Once you know how many lines below hold "Expressway", reply with that number and add nothing.

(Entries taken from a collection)
_ _ _ _ _

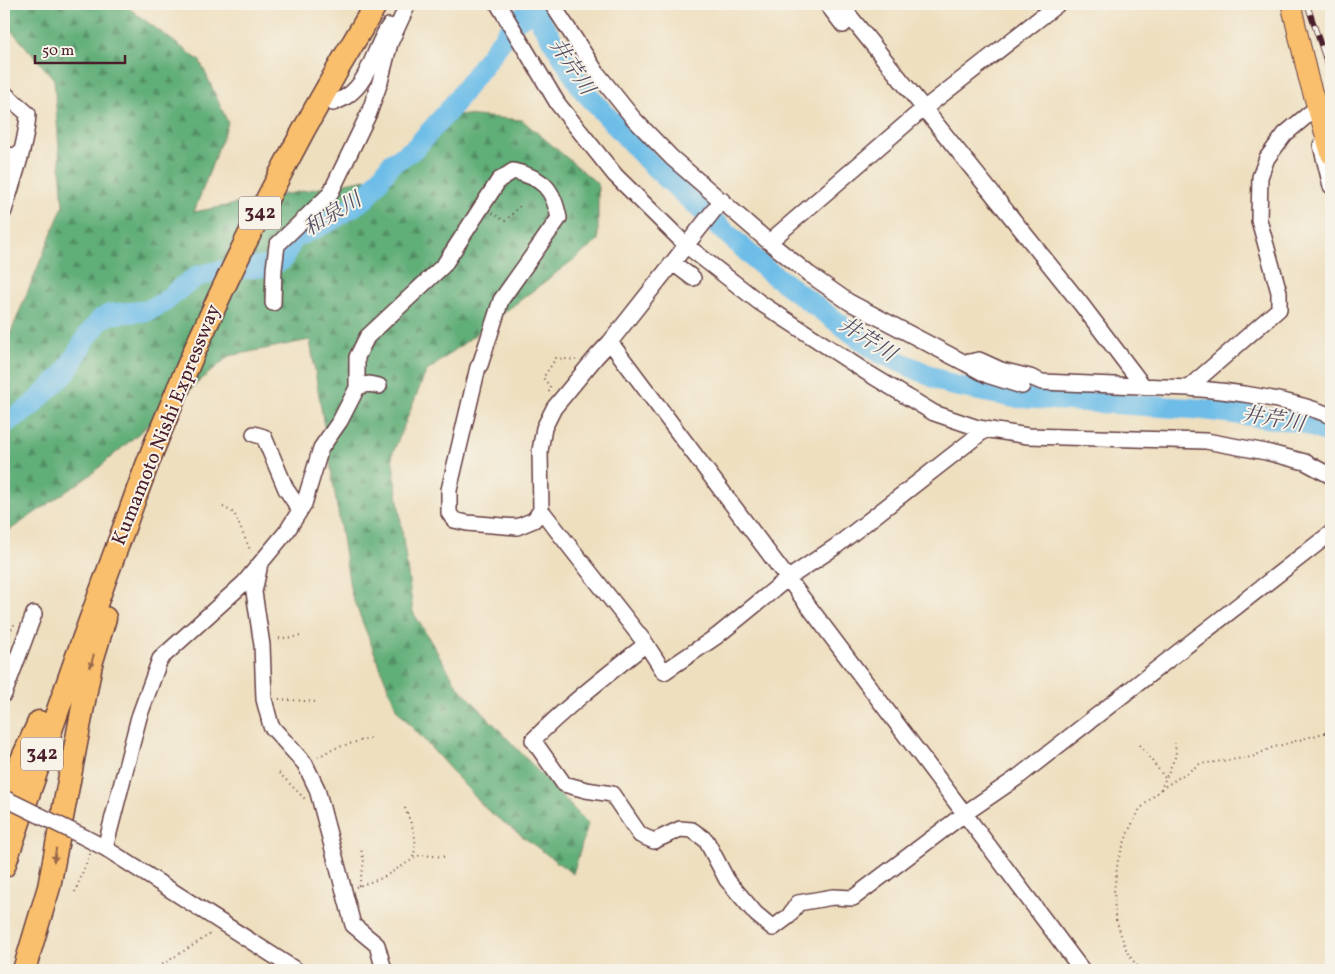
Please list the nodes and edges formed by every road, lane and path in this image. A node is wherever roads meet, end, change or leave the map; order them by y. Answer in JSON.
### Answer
{"nodes":[{"id":1,"x":376,"y":4,"type":"edge"},
{"id":2,"x":552,"y":4,"type":"edge"},
{"id":3,"x":827,"y":4,"type":"edge"},
{"id":4,"x":840,"y":4,"type":"edge"},
{"id":5,"x":1058,"y":4,"type":"edge"},
{"id":6,"x":1291,"y":4,"type":"edge"},
{"id":7,"x":406,"y":7,"type":"edge"},
{"id":8,"x":501,"y":9,"type":"edge"},
{"id":9,"x":4,"y":93,"type":"edge"},
{"id":10,"x":333,"y":103,"type":"dead end"},
{"id":11,"x":920,"y":112,"type":"junction"},
{"id":12,"x":1314,"y":112,"type":"junction"},
{"id":13,"x":21,"y":155,"type":"junction"},
{"id":14,"x":1331,"y":155,"type":"edge"},
{"id":15,"x":4,"y":156,"type":"edge"},
{"id":16,"x":1331,"y":186,"type":"edge"},
{"id":17,"x":720,"y":202,"type":"junction"},
{"id":18,"x":520,"y":206,"type":"dead end"},
{"id":19,"x":482,"y":207,"type":"junction"},
{"id":20,"x":4,"y":211,"type":"edge"},
{"id":21,"x":769,"y":242,"type":"junction"},
{"id":22,"x":686,"y":246,"type":"junction"},
{"id":23,"x":673,"y":263,"type":"junction"},
{"id":24,"x":693,"y":278,"type":"dead end"},
{"id":25,"x":273,"y":303,"type":"dead end"},
{"id":26,"x":610,"y":342,"type":"junction"},
{"id":27,"x":965,"y":363,"type":"junction"},
{"id":28,"x":590,"y":364,"type":"junction"},
{"id":29,"x":379,"y":386,"type":"dead end"},
{"id":30,"x":1022,"y":386,"type":"dead end"},
{"id":31,"x":1137,"y":386,"type":"junction"},
{"id":32,"x":357,"y":387,"type":"junction"},
{"id":33,"x":1188,"y":388,"type":"junction"},
{"id":34,"x":549,"y":394,"type":"dead end"},
{"id":35,"x":1331,"y":416,"type":"edge"},
{"id":36,"x":986,"y":429,"type":"junction"},
{"id":37,"x":161,"y":430,"type":"junction"},
{"id":38,"x":254,"y":434,"type":"dead end"},
{"id":39,"x":1331,"y":476,"type":"edge"},
{"id":40,"x":223,"y":507,"type":"dead end"},
{"id":41,"x":300,"y":510,"type":"junction"},
{"id":42,"x":542,"y":510,"type":"junction"},
{"id":43,"x":1331,"y":533,"type":"edge"},
{"id":44,"x":259,"y":565,"type":"junction"},
{"id":45,"x":787,"y":579,"type":"junction"},
{"id":46,"x":34,"y":614,"type":"dead end"},
{"id":47,"x":302,"y":636,"type":"dead end"},
{"id":48,"x":261,"y":640,"type":"junction"},
{"id":49,"x":81,"y":642,"type":"junction"},
{"id":50,"x":646,"y":644,"type":"junction"},
{"id":51,"x":4,"y":694,"type":"edge"},
{"id":52,"x":264,"y":699,"type":"junction"},
{"id":53,"x":318,"y":702,"type":"dead end"},
{"id":54,"x":1331,"y":731,"type":"edge"},
{"id":55,"x":370,"y":738,"type":"dead end"},
{"id":56,"x":1175,"y":743,"type":"dead end"},
{"id":57,"x":1140,"y":745,"type":"dead end"},
{"id":58,"x":305,"y":764,"type":"junction"},
{"id":59,"x":279,"y":773,"type":"dead end"},
{"id":60,"x":1165,"y":778,"type":"junction"},
{"id":61,"x":1161,"y":788,"type":"junction"},
{"id":62,"x":4,"y":798,"type":"edge"},
{"id":63,"x":405,"y":808,"type":"dead end"},
{"id":64,"x":323,"y":809,"type":"junction"},
{"id":65,"x":964,"y":814,"type":"junction"},
{"id":66,"x":94,"y":842,"type":"junction"},
{"id":67,"x":361,"y":849,"type":"dead end"},
{"id":68,"x":447,"y":857,"type":"dead end"},
{"id":69,"x":412,"y":860,"type":"junction"},
{"id":70,"x":4,"y":866,"type":"edge"},
{"id":71,"x":359,"y":886,"type":"junction"},
{"id":72,"x":343,"y":889,"type":"junction"},
{"id":73,"x":75,"y":892,"type":"dead end"},
{"id":74,"x":225,"y":924,"type":"junction"},
{"id":75,"x":24,"y":970,"type":"edge"},
{"id":76,"x":154,"y":970,"type":"edge"},
{"id":77,"x":296,"y":970,"type":"edge"},
{"id":78,"x":384,"y":970,"type":"edge"},
{"id":79,"x":1082,"y":970,"type":"edge"},
{"id":80,"x":1140,"y":970,"type":"edge"}],
"edges":[{"from":1,"to":37,"type":"highway","name":"Kumamoto Nishi Expressway","number":"342"},
{"from":2,"to":17,"type":"street"},
{"from":3,"to":11,"type":"street"},
{"from":4,"to":11,"type":"street"},
{"from":5,"to":11,"type":"street"},
{"from":6,"to":12,"type":"main road"},
{"from":7,"to":10,"type":"street"},
{"from":7,"to":25,"type":"street"},
{"from":8,"to":22,"type":"street"},
{"from":9,"to":13,"type":"street"},
{"from":11,"to":21,"type":"street"},
{"from":11,"to":31,"type":"street"},
{"from":12,"to":14,"type":"main road"},
{"from":12,"to":16,"type":"street"},
{"from":12,"to":33,"type":"street"},
{"from":13,"to":15,"type":"street"},
{"from":13,"to":20,"type":"street"},
{"from":17,"to":21,"type":"street"},
{"from":17,"to":22,"type":"street"},
{"from":18,"to":19,"type":"path"},
{"from":19,"to":32,"type":"street"},
{"from":19,"to":42,"type":"street"},
{"from":21,"to":27,"type":"street"},
{"from":22,"to":23,"type":"street"},
{"from":22,"to":36,"type":"street"},
{"from":23,"to":24,"type":"street"},
{"from":23,"to":26,"type":"street"},
{"from":26,"to":28,"type":"street"},
{"from":26,"to":45,"type":"street"},
{"from":27,"to":30,"type":"street"},
{"from":27,"to":31,"type":"street"},
{"from":28,"to":34,"type":"path"},
{"from":28,"to":42,"type":"street"},
{"from":29,"to":32,"type":"street"},
{"from":31,"to":33,"type":"street"},
{"from":32,"to":41,"type":"street"},
{"from":33,"to":35,"type":"street"},
{"from":36,"to":39,"type":"street"},
{"from":36,"to":45,"type":"street"},
{"from":37,"to":49,"type":"highway","name":"Kumamoto Nishi Expressway","number":"342"},
{"from":37,"to":75,"type":"highway","one_way":true},
{"from":38,"to":41,"type":"street"},
{"from":40,"to":44,"type":"path"},
{"from":41,"to":44,"type":"street"},
{"from":42,"to":50,"type":"street"},
{"from":43,"to":65,"type":"street"},
{"from":44,"to":48,"type":"street"},
{"from":44,"to":66,"type":"street"},
{"from":45,"to":50,"type":"street"},
{"from":45,"to":65,"type":"street"},
{"from":46,"to":51,"type":"street"},
{"from":47,"to":48,"type":"path"},
{"from":48,"to":52,"type":"street"},
{"from":49,"to":62,"type":"highway"},
{"from":49,"to":70,"type":"highway","name":"Kumamoto Nishi Expressway","number":"342"},
{"from":50,"to":65,"type":"street"},
{"from":52,"to":53,"type":"path"},
{"from":52,"to":58,"type":"street"},
{"from":54,"to":61,"type":"path"},
{"from":55,"to":58,"type":"path"},
{"from":56,"to":60,"type":"path"},
{"from":57,"to":60,"type":"path"},
{"from":58,"to":64,"type":"street"},
{"from":59,"to":64,"type":"path"},
{"from":60,"to":61,"type":"path"},
{"from":61,"to":80,"type":"path"},
{"from":62,"to":66,"type":"street","bridge":true},
{"from":63,"to":69,"type":"path"},
{"from":64,"to":72,"type":"street"},
{"from":65,"to":79,"type":"street"},
{"from":66,"to":73,"type":"path"},
{"from":66,"to":74,"type":"street"},
{"from":67,"to":71,"type":"path"},
{"from":68,"to":69,"type":"path"},
{"from":69,"to":71,"type":"path"},
{"from":71,"to":72,"type":"path"},
{"from":72,"to":78,"type":"street"},
{"from":74,"to":76,"type":"path"},
{"from":74,"to":77,"type":"street"}]}
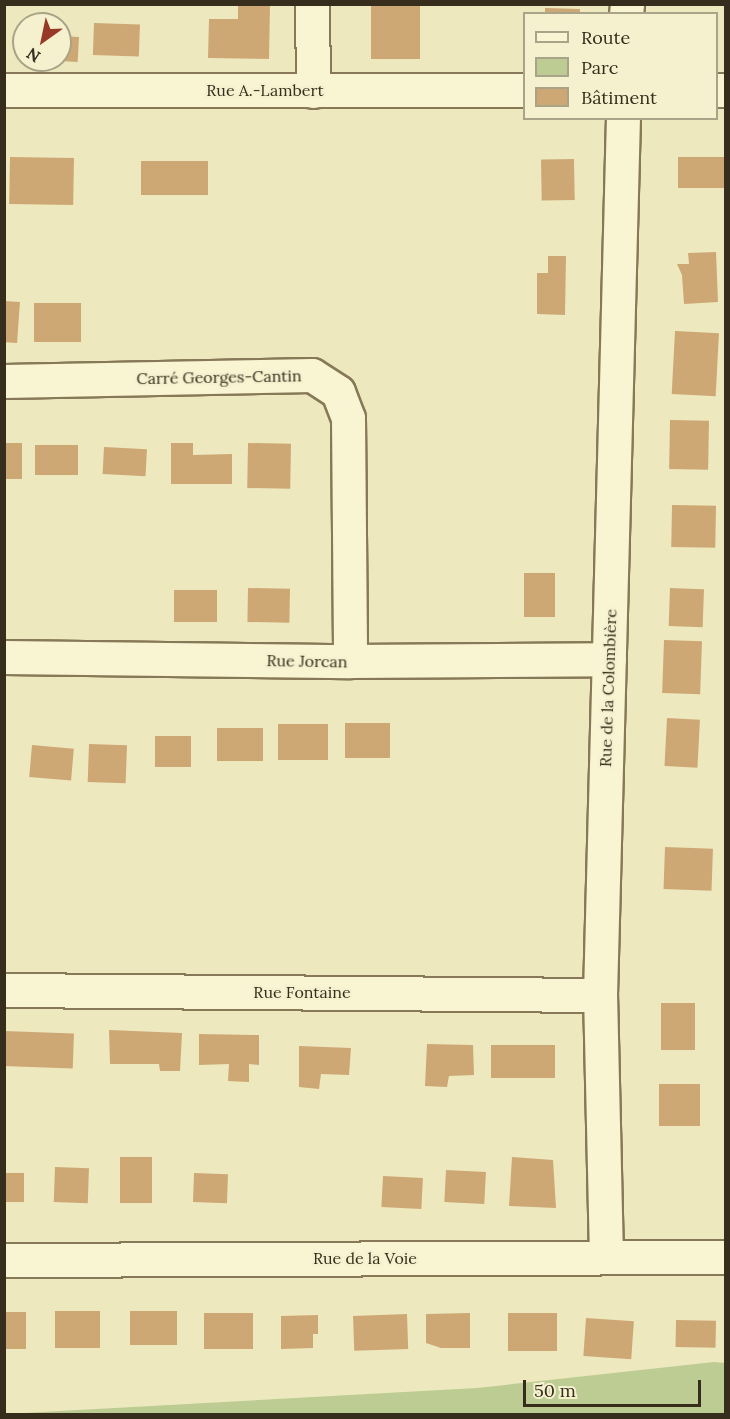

_ _ _ _ _

Exercise answer:
3